Arnold was born as a son of Count Bruno II of Isenburg-Braunsberg and Theodora of Wied. In 1217 he became an archdeacon of the cathedral of Trier, and was made a cathedral provost in 1228. Arnold was elected the Archbishop of Trier in 1242. However the Emperor had appointed Rudolph of the Brücken as archbishop, and had granted him the regalia. A civil war between the two candidates ensued, and it was not until Rudolph renounced the archbishopric and Pope Innocent IV confirmed Arnold on 23 January 1245 that the fighting ceased.
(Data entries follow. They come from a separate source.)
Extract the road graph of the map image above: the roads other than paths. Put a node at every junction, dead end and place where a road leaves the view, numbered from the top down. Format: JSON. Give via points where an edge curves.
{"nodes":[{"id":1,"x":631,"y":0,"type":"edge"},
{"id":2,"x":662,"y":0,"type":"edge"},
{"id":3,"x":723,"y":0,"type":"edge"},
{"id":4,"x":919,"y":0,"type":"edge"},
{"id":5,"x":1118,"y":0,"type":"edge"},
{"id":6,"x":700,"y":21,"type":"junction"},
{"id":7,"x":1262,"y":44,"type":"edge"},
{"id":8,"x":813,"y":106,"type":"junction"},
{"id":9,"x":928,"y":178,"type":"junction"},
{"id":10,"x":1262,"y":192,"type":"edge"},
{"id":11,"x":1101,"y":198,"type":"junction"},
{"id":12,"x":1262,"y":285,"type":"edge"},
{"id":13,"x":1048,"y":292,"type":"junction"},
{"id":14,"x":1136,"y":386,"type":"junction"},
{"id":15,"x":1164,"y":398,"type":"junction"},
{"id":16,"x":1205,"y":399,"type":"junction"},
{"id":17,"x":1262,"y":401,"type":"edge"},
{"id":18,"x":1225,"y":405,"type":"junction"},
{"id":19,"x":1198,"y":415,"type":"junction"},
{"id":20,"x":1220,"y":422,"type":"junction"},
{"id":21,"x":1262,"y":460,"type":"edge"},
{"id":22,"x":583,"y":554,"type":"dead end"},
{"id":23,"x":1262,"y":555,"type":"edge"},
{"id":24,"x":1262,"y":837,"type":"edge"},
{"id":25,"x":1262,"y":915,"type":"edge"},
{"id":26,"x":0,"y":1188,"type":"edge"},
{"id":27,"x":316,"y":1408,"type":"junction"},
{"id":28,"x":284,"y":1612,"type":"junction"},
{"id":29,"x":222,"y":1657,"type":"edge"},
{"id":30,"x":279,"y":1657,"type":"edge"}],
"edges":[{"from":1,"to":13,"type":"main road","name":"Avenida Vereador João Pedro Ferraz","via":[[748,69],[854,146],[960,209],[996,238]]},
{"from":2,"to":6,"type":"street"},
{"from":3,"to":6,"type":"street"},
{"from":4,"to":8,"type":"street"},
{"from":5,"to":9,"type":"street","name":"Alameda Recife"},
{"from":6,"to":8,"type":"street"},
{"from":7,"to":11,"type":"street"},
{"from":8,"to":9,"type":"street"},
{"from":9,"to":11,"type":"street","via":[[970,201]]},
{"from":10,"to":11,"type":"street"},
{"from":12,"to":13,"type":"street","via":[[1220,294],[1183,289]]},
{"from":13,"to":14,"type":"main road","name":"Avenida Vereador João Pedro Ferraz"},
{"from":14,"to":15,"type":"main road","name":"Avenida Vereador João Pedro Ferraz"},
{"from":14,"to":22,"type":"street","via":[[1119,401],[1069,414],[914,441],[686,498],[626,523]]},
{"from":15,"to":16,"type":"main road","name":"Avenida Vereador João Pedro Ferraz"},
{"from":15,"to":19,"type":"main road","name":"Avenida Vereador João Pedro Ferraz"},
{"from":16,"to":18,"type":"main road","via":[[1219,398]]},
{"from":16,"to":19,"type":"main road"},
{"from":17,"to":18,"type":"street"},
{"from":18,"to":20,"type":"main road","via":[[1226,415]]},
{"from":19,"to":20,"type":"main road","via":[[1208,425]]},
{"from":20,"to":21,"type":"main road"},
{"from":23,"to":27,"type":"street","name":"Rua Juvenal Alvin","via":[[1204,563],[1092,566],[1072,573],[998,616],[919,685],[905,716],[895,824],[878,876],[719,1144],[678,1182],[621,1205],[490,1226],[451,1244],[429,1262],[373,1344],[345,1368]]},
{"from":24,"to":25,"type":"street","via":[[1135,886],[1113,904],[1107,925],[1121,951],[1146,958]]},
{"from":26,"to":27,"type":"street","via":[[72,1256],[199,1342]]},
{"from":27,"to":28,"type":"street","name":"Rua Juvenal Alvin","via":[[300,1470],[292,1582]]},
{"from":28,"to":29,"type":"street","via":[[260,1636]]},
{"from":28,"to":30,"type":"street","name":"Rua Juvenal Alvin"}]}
Arnold had elected, rival to the Hohenstaufen Emperors Frederick II Stupor Mundi and Conrad IV, Henry Raspe (1246 - 1247), William of Holland (1247 - 1256) and Alphonse X the Wise of Castile (1257 - 1273) German kings, which led to much controversy and warfare. During his reign Arnold had to contend with powerful Robber Barons, and despite their threat he constructed several castles and fortresses along the Rhine.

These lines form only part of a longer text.